Each holiday season, up to 200 Driver Reviver Sites can be found on major roadways across Australia. Run by volunteers and sponsored by tea and biscuit companies, the Driver Reviver sites aim to reduce fatigue by serving up free tea, coffee and a bikkie by the roadside. A list of sites can be found at the link above.
Rest areas have improved immensely over the past decade, and some particularly pretty stops with clean facilities can be found along major routes.
And of course, there are fabulous cafes and hidden gems in most towns, so be sure to get off the highway and get your traditional scones and jams from the country café or big burger at the truck stops – TripAdvisor.com.au is a great resource for honest reviews and foodie photos.
Travelling with children
There was a time when keeping kids happy, refreshed and entertained during a road trip meant giving them a pack of chips and encouraging them to play ‘I Spy’ or to sing along to the radio.
But kids have their limits, and even as car interiors improve and infotainment systems became more advanced, they can still become bored and irritable leading to inevitable rear-seat conflict.
Travelling with pets
If you aren’t taking your beloved furry family with you, be sure that someone you trust is aware that they are home and can access them.
Even if you are just tripping away from home overnight and leaving food out, you must let someone (preferably with a key to your place) know about it. If you are involved in an accident or mishap, your animals can be looked after.

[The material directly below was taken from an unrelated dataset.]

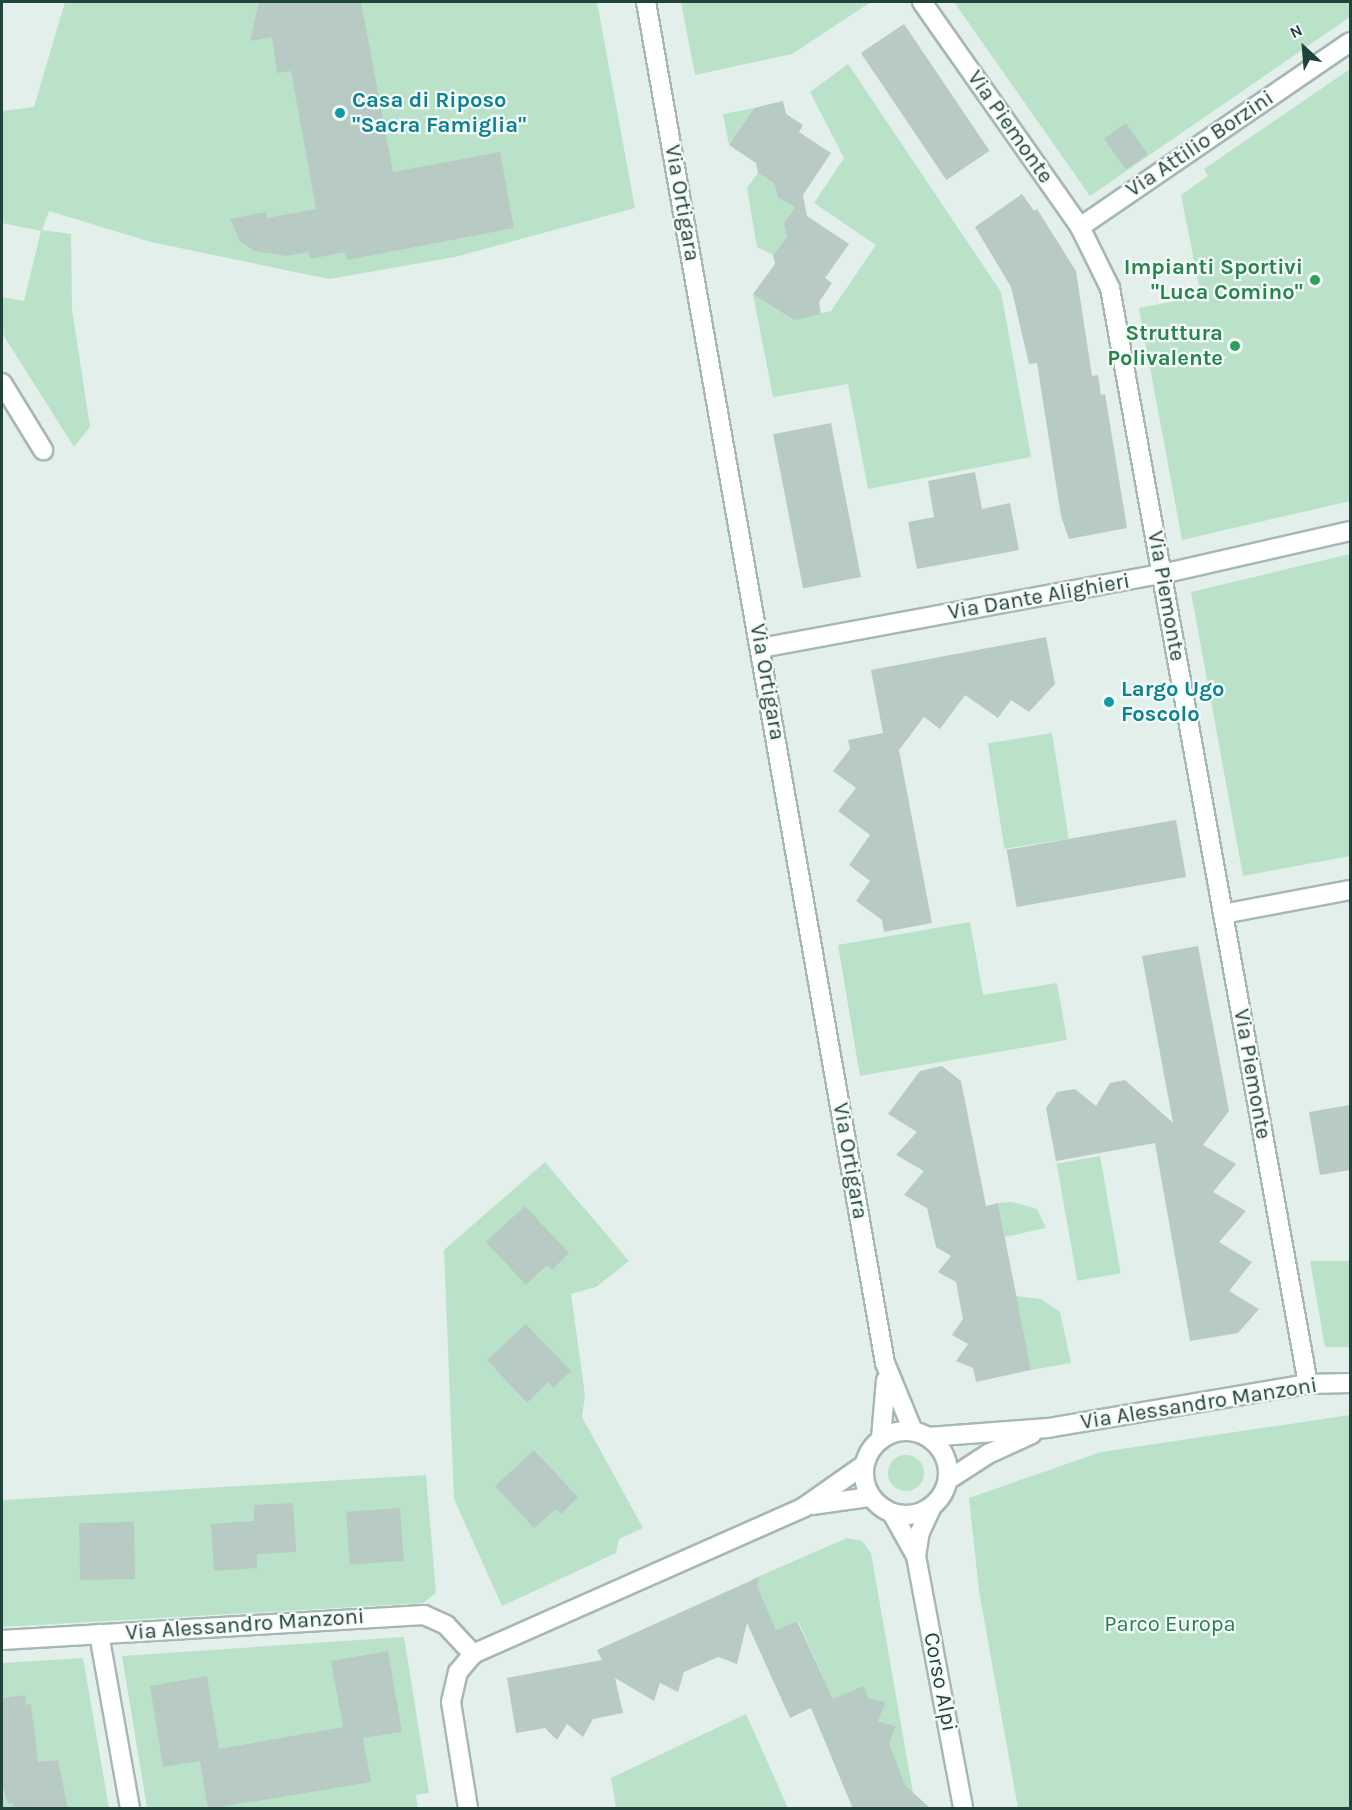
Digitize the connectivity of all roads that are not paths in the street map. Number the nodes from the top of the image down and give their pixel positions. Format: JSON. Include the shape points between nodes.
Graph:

If you are travelling with your pet(s) be sure it's safety restrained. It’s not uncommon to see pets unrestrained in cars, sitting on drivers’ laps or hanging their head out an open window, but these situations can end in disaster or serious injury.
Each state in Australia has its own set of rules and regulations, so be sure to look up any laws of states you’re travelling through.

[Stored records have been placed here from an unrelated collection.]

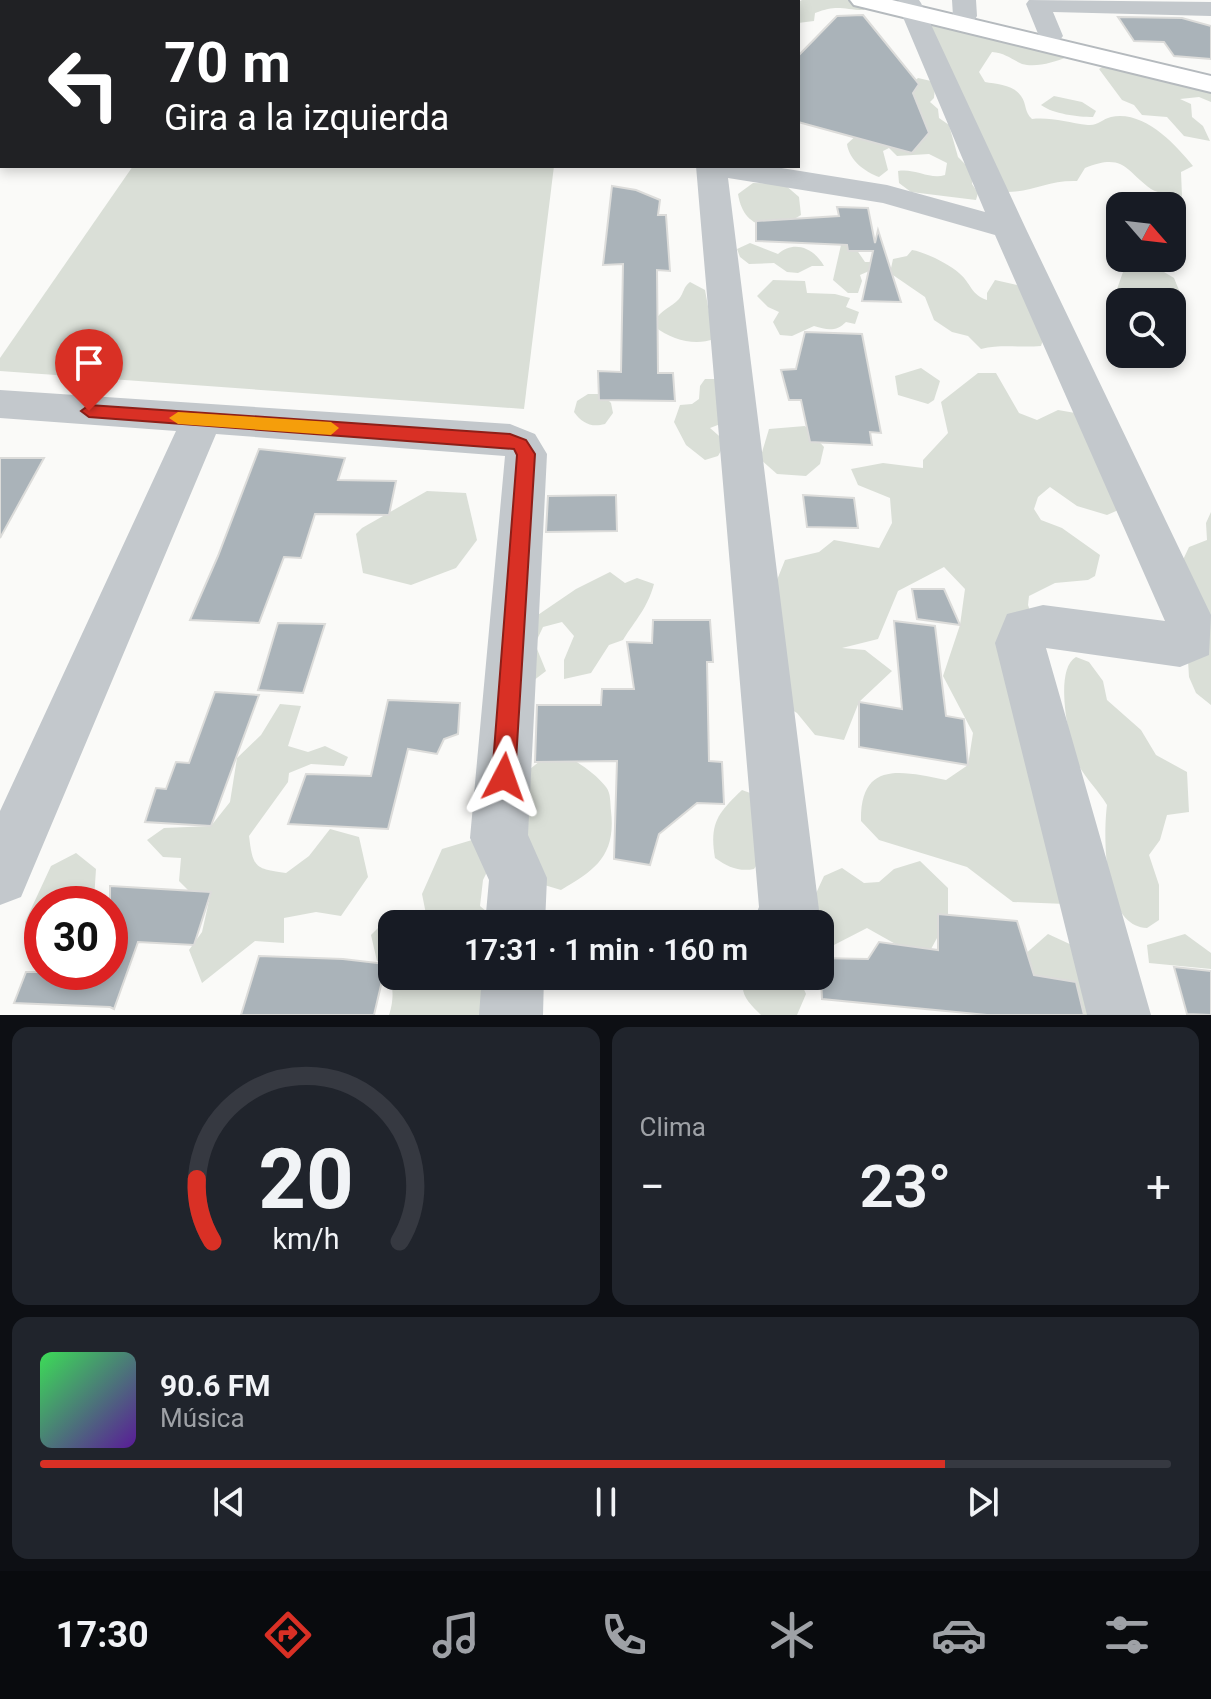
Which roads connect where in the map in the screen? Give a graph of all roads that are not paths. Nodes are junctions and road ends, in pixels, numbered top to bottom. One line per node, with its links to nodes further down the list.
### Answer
1 (862, 0): 2 (main road)
2 (906, 5): 3 (main road); 7 (main road); 10 (street)
3 (965, 8): 5 (main road)
4 (1211, 9): 5 (street)
5 (1050, 36): 6 (main road)
6 (1211, 73)
7 (1211, 84)
8 (711, 168): 15 (street)
9 (724, 168): 10 (street)
10 (1009, 229): 18 (street)
11 (0, 404): 12 (street)
12 (202, 420): 13 (street); 14 (street)
13 (0, 876)
14 (516, 910)
15 (789, 910)
16 (512, 990): 17 (street)
17 (511, 1015)
18 (1119, 1015)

As a general rule, pets should be kept away from the driver to avoid distraction, and appropriately restrained to prevent it leaving the vehicle. Check out our story on car harnesses and barriers to keep your pet safe and secure.
Pet-friendly travel checklist
- Treat against ticks and fleas
- Feed at least two hours before travelling — don’t leave with a full tummy!

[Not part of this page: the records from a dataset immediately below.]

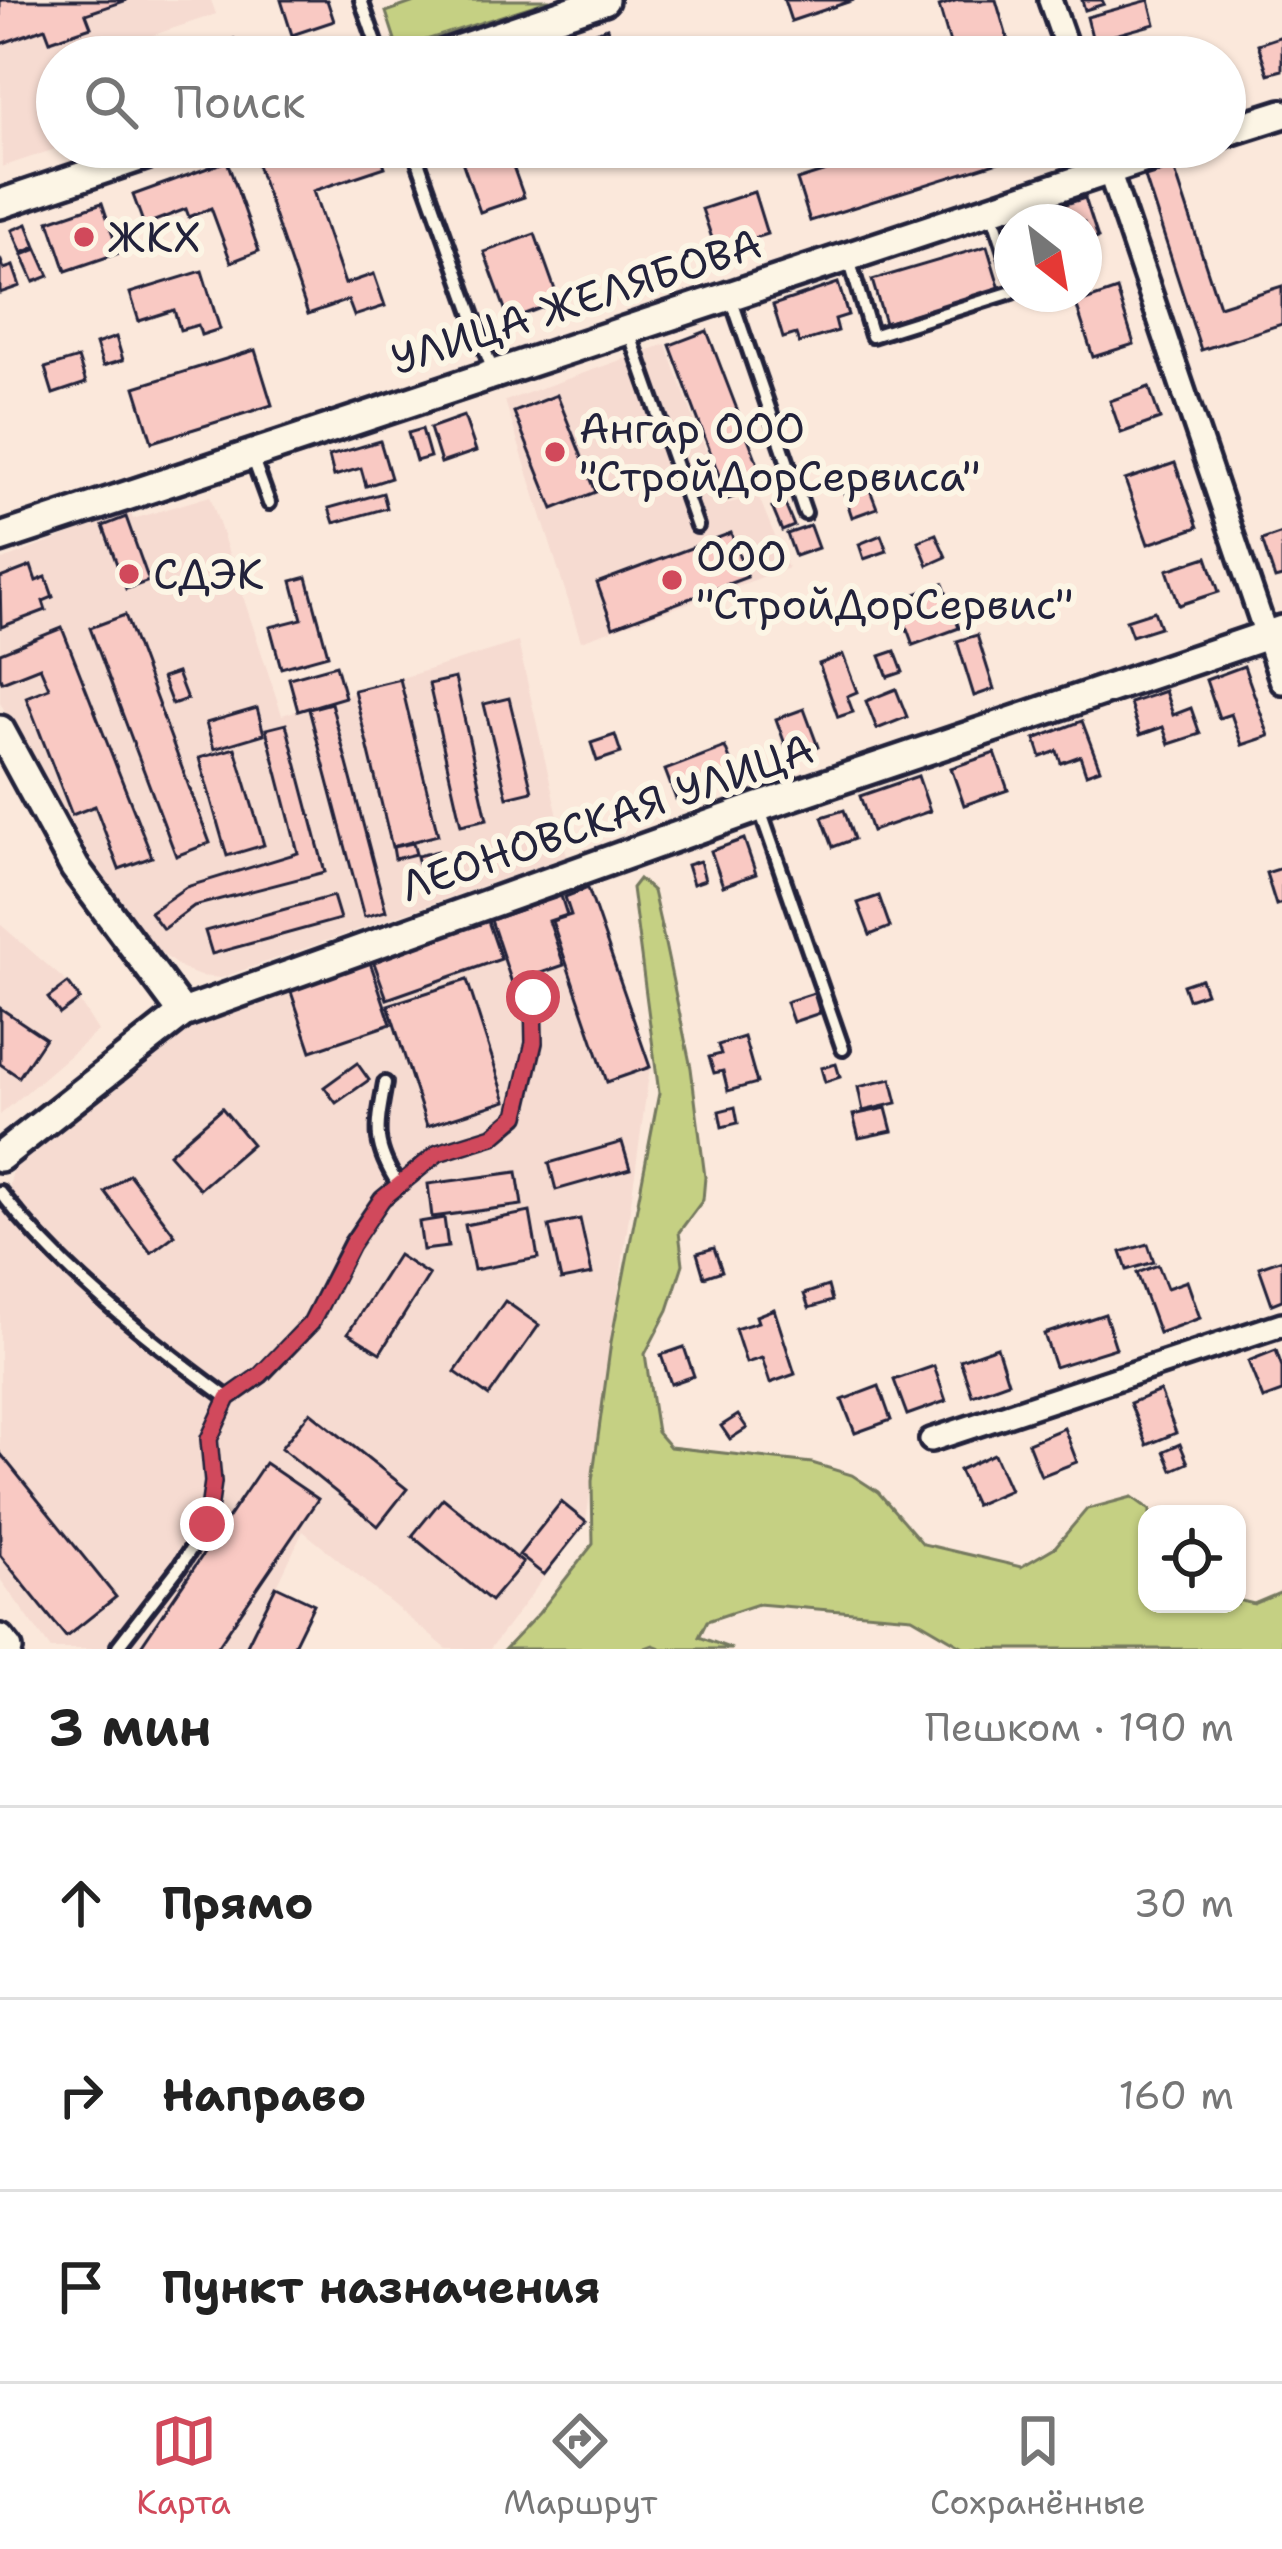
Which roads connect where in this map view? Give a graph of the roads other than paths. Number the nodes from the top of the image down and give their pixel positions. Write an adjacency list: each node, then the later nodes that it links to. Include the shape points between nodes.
1 (361, 0): 4 (lane)
2 (604, 0): 5 (street)
3 (1050, 0): 6 (street)
4 (374, 36)
5 (498, 36)
6 (1063, 36)
7 (1282, 114): 8 (street)
8 (1246, 125)
9 (107, 168): 13 (street)
10 (420, 168): 20 (lane)
11 (1083, 168): 14 (street, УЛИЦА ЖЕЛЯБОВА)
12 (1109, 168): 26 (street)
13 (0, 204)
14 (991, 209): 15 (lane); 16 (street, УЛИЦА ЖЕЛЯБОВА)
15 (994, 218)
16 (848, 256): 17 (street, УЛИЦА ЖЕЛЯБОВА); 18 (lane, via 872,336)
17 (730, 295): 19 (street, УЛИЦА ЖЕЛЯБОВА); 23 (lane)
18 (994, 298)
19 (628, 329): 20 (street, УЛИЦА ЖЕЛЯБОВА); 24 (lane)
20 (493, 372): 21 (street, УЛИЦА ЖЕЛЯБОВА)
21 (251, 452): 22 (lane); 25 (street, УЛИЦА ЖЕЛЯБОВА)
22 (269, 503)
23 (805, 513)
24 (697, 526)
25 (0, 538)
26 (1274, 633): 27 (street); 29 (street, ЛЕОНОВСКАЯ УЛИЦА)
27 (1282, 682)
28 (0, 730): 31 (street, via 75,868)
29 (759, 807): 31 (street, ЛЕОНОВСКАЯ УЛИЦА); 32 (lane)
30 (533, 997): 35 (lane, via 534,1042 517,1115 493,1136 438,1153)
31 (183, 1013): 34 (street, ЛЕОНОВСКАЯ УЛИЦА)
32 (842, 1049)
33 (385, 1083): 35 (lane, via 376,1131)
34 (0, 1157)
35 (398, 1184): 38 (lane, via 352,1244 311,1323)
36 (0, 1192): 38 (lane, via 119,1316)
37 (1282, 1324): 39 (street)
38 (228, 1398): 41 (lane, via 209,1439 207,1524)
39 (931, 1440)
40 (0, 1639): 42 (street)
41 (118, 1646)
42 (8, 1649)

- Go for a walk before you set off
- Things to pack:
- tick wash
- wet wipes and tissues for sickness mishaps
- plenty of poo bags
- fresh drinking water and a non-spill bowl
- plenty of your pet’s favourite food
- your pet’s bedding
- an extra leash
- a copy of vaccination certificates
- Take regular toilet breaks
- Keep your pets leashed when you stop in unfamiliar places
- Make sure your pet is microchipped or has an ID collar (ideally both)
- Pets should be restrained in vehicles — don’t drive with a pet on your lap!
- Don’t leave your pets in the car unattended (especially in hot weather)
- Invest in a good car harness or cat carrier
- For cats, invest in some Feliway spray
Know the double demerit days
Not that we should be speeding or breaking the law on any day – but double demerit periods are even more incentive to take it easy and be extra attentive behind the wheel.
Check with your state's road authority to find out the dates on which double demerits will be in effect.
Driving at night or towing
Driving at night, and towing, can be quite stressful and tiring for a driver – even if you don’t realise it at the time.
You need a bigger braking gap in both instances, and constant checking in mirrors or peering into the darkness can speed up fatigue. Be sure to take more breaks, and factor this into the timing and planning of your trip.
Winter school holiday dates 2023
- ACT: Saturday 1 July - Sunday 16 July 2023
- NSW: Monday 3 July - Friday 14 July 2023
- NT: Saturday 24 June - Monday 17 July 2023
- QLD: Saturday 24 June - Sunday 9 June 2023
- SA: Saturday 8 July - Sunday 23 July 2023
- TAS: Saturday 8 July - Monday 24 July 2023
- VIC: Saturday 24 June - Sunday 9 July 2023
- WA: Saturday 1 July - Sunday 16 July 2023
Please, drive safely – and enjoy your holiday!
Remember, road safety is everyone's responsibility – no matter what you think of other drivers – so make sure to do your part to keep everyone safe on the roads.